▸ WORK REQUEST: Line by line, repeat the material below exactly and skip the images.

Segment Start: INFORMATION PROVIDED

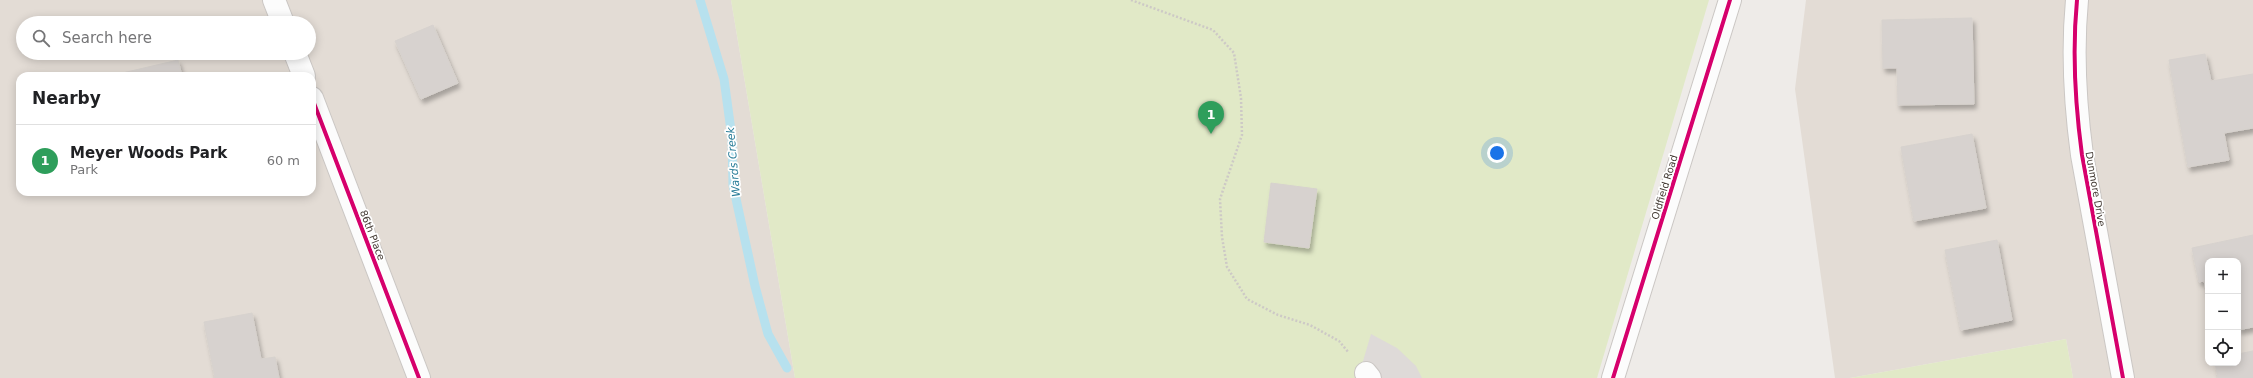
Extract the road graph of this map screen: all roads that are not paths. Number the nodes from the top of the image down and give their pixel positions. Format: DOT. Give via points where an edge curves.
graph roads {
  1 [pos="274,0"];
  2 [pos="1730,0"];
  3 [pos="2077,0"];
  4 [pos="280,16"];
  5 [pos="298,60"];
  6 [pos="302,72"];
  7 [pos="316,108"];
  8 [pos="419,378"];
  9 [pos="1613,378"];
  10 [pos="2124,378"];
  1 -- 4 [label="street"];
  2 -- 9 [label="street, Oldfield Road"];
  3 -- 10 [label="street, Dunmore Drive" via="2074,74 2077,120"];
  5 -- 6 [label="street"];
  7 -- 8 [label="street, 86th Place"];
}
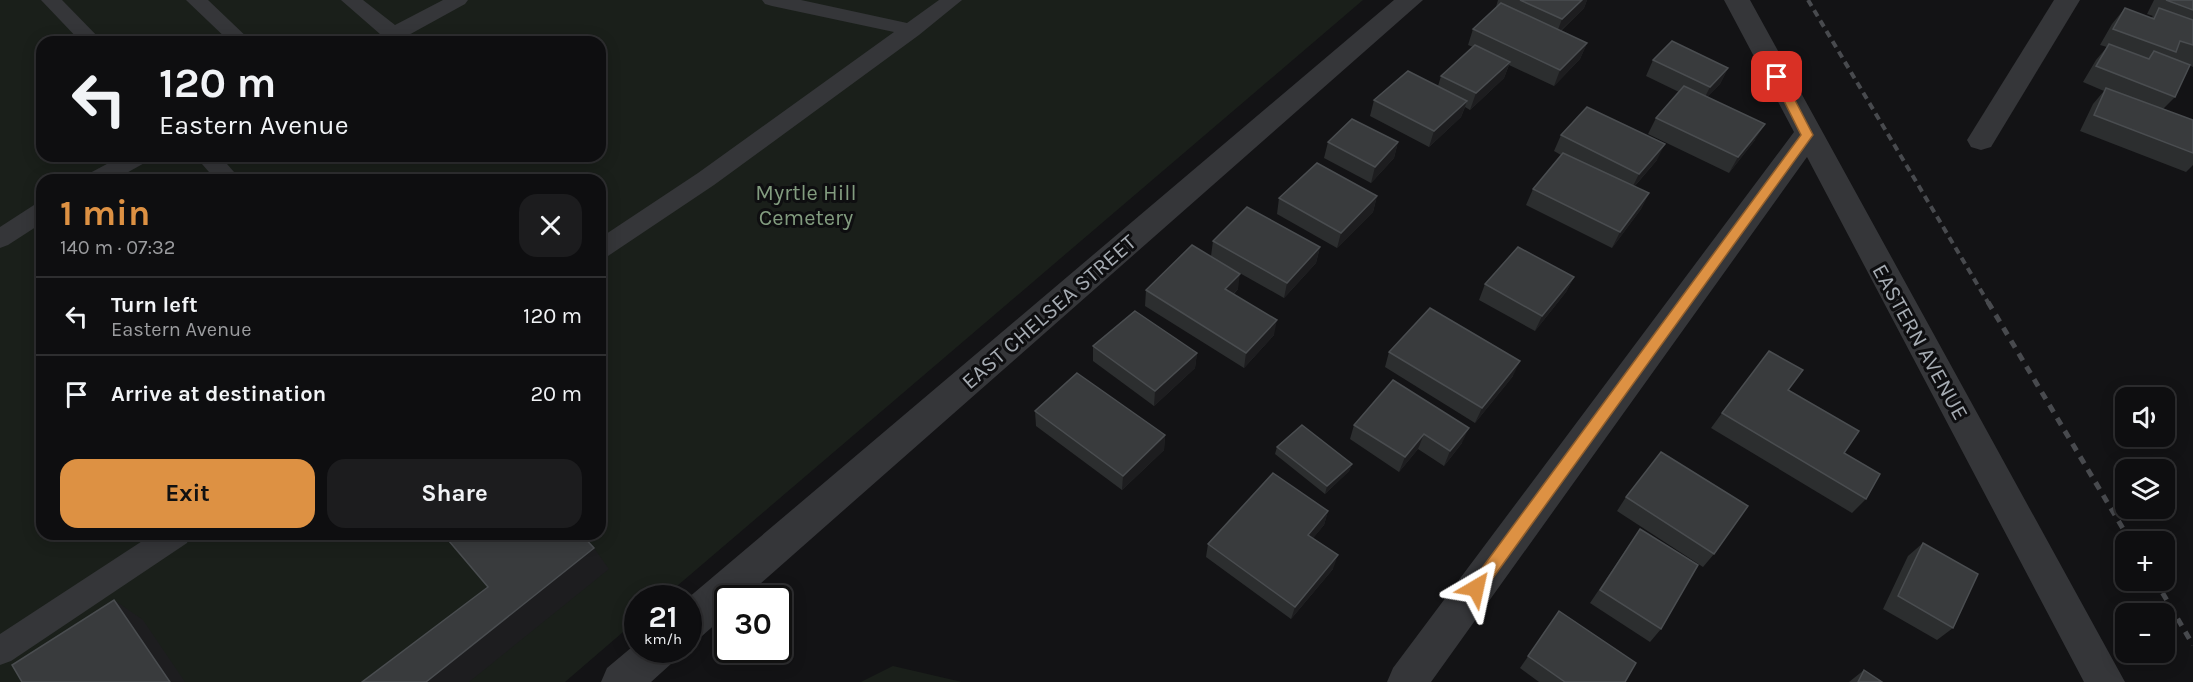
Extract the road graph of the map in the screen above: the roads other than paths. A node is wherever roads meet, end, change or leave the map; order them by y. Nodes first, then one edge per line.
1 (51, 0) edge
2 (196, 0) edge
3 (351, 0) edge
4 (458, 0) edge
5 (772, 0) edge
6 (952, 0) edge
7 (1410, 0) edge
8 (1737, 0) edge
9 (2067, 0) edge
10 (912, 30) junction
11 (87, 36) edge
12 (235, 36) edge
13 (385, 36) edge
14 (391, 36) edge
15 (1808, 135) junction
16 (1981, 140) dead end
17 (129, 162) edge
18 (212, 162) edge
19 (107, 174) edge
20 (224, 174) edge
21 (36, 215) edge
22 (0, 239) edge
23 (606, 246) edge
24 (168, 540) edge
25 (702, 611) edge
26 (0, 651) edge
27 (643, 663) edge
28 (621, 682) edge
29 (1407, 682) edge
30 (2105, 682) edge

1 - 11 lane
2 - 12 lane
3 - 13 lane
4 - 14 lane
5 - 10 lane
6 - 10 lane
7 - 25 street, EAST CHELSEA STREET
8 - 15 street, EASTERN AVENUE
9 - 16 street
10 - 23 lane
15 - 29 street
15 - 30 street, EASTERN AVENUE
17 - 19 lane
18 - 20 lane
21 - 22 lane
24 - 26 lane
27 - 28 street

Segment End: INFORMATION PROVIDED

▸ ANSWER TO THE EXERCISE:
Extract the road graph of this map screen: all roads that are not paths. Number the nodes from the top of the image down and give their pixel positions. Format: DOT. Give via points where an edge curves.
graph roads {
  1 [pos="274,0"];
  2 [pos="1730,0"];
  3 [pos="2077,0"];
  4 [pos="280,16"];
  5 [pos="298,60"];
  6 [pos="302,72"];
  7 [pos="316,108"];
  8 [pos="419,378"];
  9 [pos="1613,378"];
  10 [pos="2124,378"];
  1 -- 4 [label="street"];
  2 -- 9 [label="street, Oldfield Road"];
  3 -- 10 [label="street, Dunmore Drive" via="2074,74 2077,120"];
  5 -- 6 [label="street"];
  7 -- 8 [label="street, 86th Place"];
}
Extract the road graph of the map in the screen above: the roads other than paths. A node is wherever roads meet, end, change or leave the map; order them by y. Nodes first, then one edge per line.
1 (51, 0) edge
2 (196, 0) edge
3 (351, 0) edge
4 (458, 0) edge
5 (772, 0) edge
6 (952, 0) edge
7 (1410, 0) edge
8 (1737, 0) edge
9 (2067, 0) edge
10 (912, 30) junction
11 (87, 36) edge
12 (235, 36) edge
13 (385, 36) edge
14 (391, 36) edge
15 (1808, 135) junction
16 (1981, 140) dead end
17 (129, 162) edge
18 (212, 162) edge
19 (107, 174) edge
20 (224, 174) edge
21 (36, 215) edge
22 (0, 239) edge
23 (606, 246) edge
24 (168, 540) edge
25 (702, 611) edge
26 (0, 651) edge
27 (643, 663) edge
28 (621, 682) edge
29 (1407, 682) edge
30 (2105, 682) edge

1 - 11 lane
2 - 12 lane
3 - 13 lane
4 - 14 lane
5 - 10 lane
6 - 10 lane
7 - 25 street, EAST CHELSEA STREET
8 - 15 street, EASTERN AVENUE
9 - 16 street
10 - 23 lane
15 - 29 street
15 - 30 street, EASTERN AVENUE
17 - 19 lane
18 - 20 lane
21 - 22 lane
24 - 26 lane
27 - 28 street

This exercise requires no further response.